L’escursione
archeologica al monte Sinai mi ha permesso di riflettere sulla profonda
spiritualità che racchiude il luogo dove la comunità cristiana ha posto
il ricordo del dono della Legge e dell’incontro del profeta Elia con la
silenziosa voce di Dio. L’esperienza di salire in vetta al monte di Mosè
diventa un pellegrinaggio unico nel suo genere e certamente non può
lasciare indifferenti: il popolo di Israele dopo essere stato liberato
dalla giogo della schiavitù d’Egitto ed essersi avventurato nel cammino
del deserto, luogo della prova e dell’ascolto, arriva alle pendici della
impervia montagna della penisola sinaitica; qui il profeta ripercorre
l’itinerario del popolo facendolo suo personale, nei quaranta giorni e
quaranta notti di sosta sul monte.
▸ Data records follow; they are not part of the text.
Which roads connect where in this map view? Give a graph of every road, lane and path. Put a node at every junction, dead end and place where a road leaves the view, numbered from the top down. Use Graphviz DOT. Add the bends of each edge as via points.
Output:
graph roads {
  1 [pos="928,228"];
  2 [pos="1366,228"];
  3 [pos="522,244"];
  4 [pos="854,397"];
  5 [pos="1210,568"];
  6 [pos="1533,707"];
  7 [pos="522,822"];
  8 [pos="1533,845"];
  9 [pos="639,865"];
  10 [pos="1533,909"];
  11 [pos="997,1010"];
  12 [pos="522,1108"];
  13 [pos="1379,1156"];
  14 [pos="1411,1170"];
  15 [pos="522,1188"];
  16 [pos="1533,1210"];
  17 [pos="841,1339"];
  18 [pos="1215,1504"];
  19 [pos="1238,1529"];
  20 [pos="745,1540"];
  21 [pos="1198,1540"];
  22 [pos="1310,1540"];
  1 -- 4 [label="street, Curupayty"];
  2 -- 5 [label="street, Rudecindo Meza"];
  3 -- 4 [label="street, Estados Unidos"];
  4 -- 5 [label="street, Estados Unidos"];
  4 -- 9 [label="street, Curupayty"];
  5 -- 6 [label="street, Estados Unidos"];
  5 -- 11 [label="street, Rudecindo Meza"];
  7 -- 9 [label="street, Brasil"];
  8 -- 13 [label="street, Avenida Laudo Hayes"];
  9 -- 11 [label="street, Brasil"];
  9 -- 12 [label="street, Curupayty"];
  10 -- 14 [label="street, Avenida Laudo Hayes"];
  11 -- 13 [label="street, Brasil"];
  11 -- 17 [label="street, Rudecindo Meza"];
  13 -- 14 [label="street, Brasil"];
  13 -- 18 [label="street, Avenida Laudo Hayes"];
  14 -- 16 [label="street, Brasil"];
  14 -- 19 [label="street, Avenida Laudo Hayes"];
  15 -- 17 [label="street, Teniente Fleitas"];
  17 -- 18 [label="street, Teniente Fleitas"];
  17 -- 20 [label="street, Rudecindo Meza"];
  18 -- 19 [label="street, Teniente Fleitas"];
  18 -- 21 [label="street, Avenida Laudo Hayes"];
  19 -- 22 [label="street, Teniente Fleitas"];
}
Finalmente gli viene concesso di poter
godere nuovamente della presenza di Dio, ma non solo, c’è di più, egli
può ora parlare viso a viso con il suo Signore, cosa inaudita ed
impensabile per un ebreo. Jhwh dona la Legge della berit
(l’Alleanza), le sue mizot ( i
Comandamenti) affinché il popolo seguendoli possa ereditare la terra
promessa ai padri.
Il Sinai
però è anche il monte del profeta Elia, il quale fuggito per paura dalla
regina Jezabele si vuole lasciar morire nel deserto, ma l’angelo del
Signore lo conduce ai pendii dell’Horeb (il Sinai del testo
deuteronomista dei due libri dei Re); qui Dio stesso si manifesta al
profeta, non nel tuono, non nel terremoto, non nel fuoco, ma nella voce
sottile della brezza (in ebraico qol demama daqqah).
Tutto
questo però acquista un gusto particolare in questo tempo
post-pentecostale, perché c’è una strettissima corrispondenza tra la
festa di Pentecoste ebraica (Shavuot),
dove si ricorda il dono della Legge, e la Pentecoste cristiana, in cui
celebriamo la discesa dello Spirito Santo sulla Chiesa radunata nel
cenacolo. Si, perché possiamo dire che nella Pentecoste gli apostoli
salgono con Maria al piano superiore, come Mosè sale sulle pendici del
Sinai; Dio effonde lo Spirito sulla Chiesa, nuova Legge iscritta nei cuori
dei credenti, Legge dell’Amore; così Mosè sulla cima del monte riceve
le mizot Adonai, i precetti
della Torah. Lo Spirito con i
suoi doni porta la Chiesa alla missione ed all’evangelizzazione, la voce
di Dio sull’Horeb rinvigorisce la missione del profeta Elia e gli dona
quello slancio definitivo contro l’idolatria dei falsi profeti. Mosè
parla faccia a faccia con Dio, lo Spirito ci permette di invocare Dio nei
nostri cuori con l’appellativo di Abbà,
l’affettuoso “Papà” del fanciullo che si rivolge al proprio padre.
Allora è possibile
comprendere che la Promessa di Dio rimane immutata nel corso della Storia
della Salvezza, mentre sono le modalità dell’Alleanza che cambiano a
causa dell’infedeltà umana: l’Alleanza con Abramo era basata sulla
sola fede alla vocazione divina; l’Alleanza del Sinai richiedeva
l’osservanza della Legge e la fedeltà a Dio; la Nuova Alleanza sancita
nel Mistero della morte e risurrezione del Cristo implica il dono
incondizionato di sé a Dio e ai fratelli nella Legge dell’Amore, Legge
iscritta nei cuori e suggellata dal dono dello Spirito, vita stessa di Dio
e partecipazione alla comunione eterna con Lui. Questa pedagogia divina
diventa concreta espressione dell’essenza di Dio nel volere per sé
l’amore della propria creatura, la quale è chiamata fin dal momento
della vocazione alla vita ad una scelta libera e consapevole,
incondizionata e radicale, per il proprio Signore.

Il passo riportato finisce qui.